Unit design should take into account the intended user population. If the group is homogenous, the design model should provide for the needs of that user group (as above). But, if the user group is pleomorphic, as is commonly the case for any service of more than 6 - 8 chairs, far greater design imagination is essential.
CLEARLY, I am not an internal designer, but I have included a line diagram—drawn off the top of my head—as a sketch sample of a potential pleomorphic model.
Many things are givens:
- A roof-space solar and/or wind-augmented power plant is essential.
- LED lighting should be used throughout. (Note: there is now some evidence to suggest that ambient lighting—and especially fluorescent lighting—can activate oxidative pathways in blood subjected to light, as it is 4 hours three times a week in dialysis tubing) and contribute to the chronic inflammatory state so commonly seen in dialysis users.
- Reject water created by the reverse osmosis (RO) plant should be directed to an on-site SteriMed™, Celitron™ (or like system) and used to generate autoclave steam for the sterilization of post-dialysis plastic consumables. This is not patient effluent fluid, but is potable-grade, filtered water. In addition, reject water is ideal for roof top farming, toilet flushing, floor cleaning, and other landscaping uses.
- Roof top farming (horticulture) of vegetables in season, both as a recreational option and as a nutritional supplementation for staff and patient diets.
- An elevator is essential, especially for users, to access roof top recreational and horticultural areas.
- Roof top alternative power sources through an inverter +/- a Tesla (or similar) battery storage system, can be used to augment or fully power (depending on geographical location) the chosen sterilization system, and the internal power needs of the unit.

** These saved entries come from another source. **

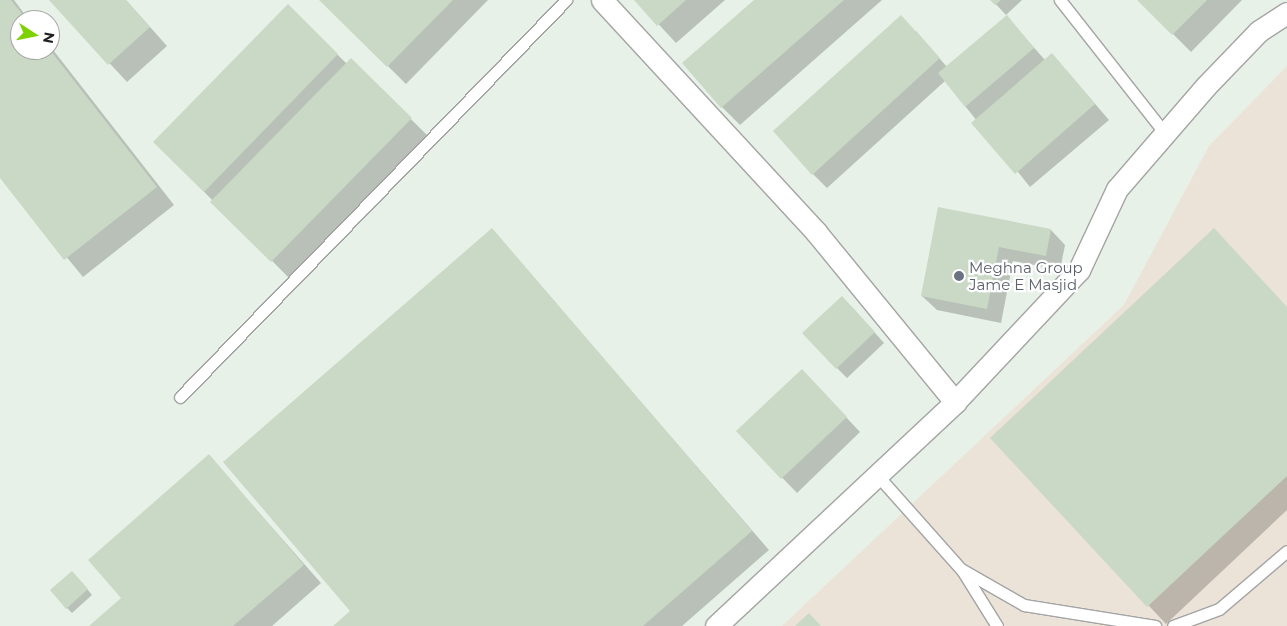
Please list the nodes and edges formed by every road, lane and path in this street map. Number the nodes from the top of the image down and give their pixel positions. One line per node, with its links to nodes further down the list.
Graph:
1 (566, 0): 6 (lane)
2 (602, 0): 7 (street)
3 (1060, 0): 5 (lane)
4 (1287, 12): 5 (street)
5 (1164, 132): 7 (street)
6 (180, 397)
7 (955, 402): 8 (street)
8 (878, 476): 10 (lane); 11 (street)
9 (1287, 551): 14 (lane)
10 (961, 569): 12 (lane); 13 (lane)
11 (716, 626)
12 (997, 626)
13 (1155, 626)
14 (1173, 626)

- Free visitor access must be permitted to the self-care chair area.
- Electric transporters (power augmented by the alternative power plant) should facilitate user transport.
- Subsidized transport drivers can be sourced from among user relatives/families, potentially using a roster system.
- Small, fast turn-around, snap-and-go dialysis systems (eg: the Quanta SC+) would minimise between-shift changeover time, and thus would permit longer dialysis shifts.
- Smart, flexible rosters would help to optimize dialysis duration. See my previous blog on this topic.
These are some of the ideas that might underpin a compassionate, forward-looking, dialysis unit model. It would be fun if readers could think on these issues, add and subtract as they see fit, and hone the model – if it is seen as a useful start – into a more patient-sympathetic option than most currently on offer. Have a go!
Finally, I have (purposefully) made no attempt at an estimated cost of a unit built along these lines, though on the surface, I see no major additional expense. Most of these dot-points simply use what we currently have, but in a more humane and effective way, recognising that most out-of-hospital facility users are users, not patients, and should be treated as a consumer, and not as a disease.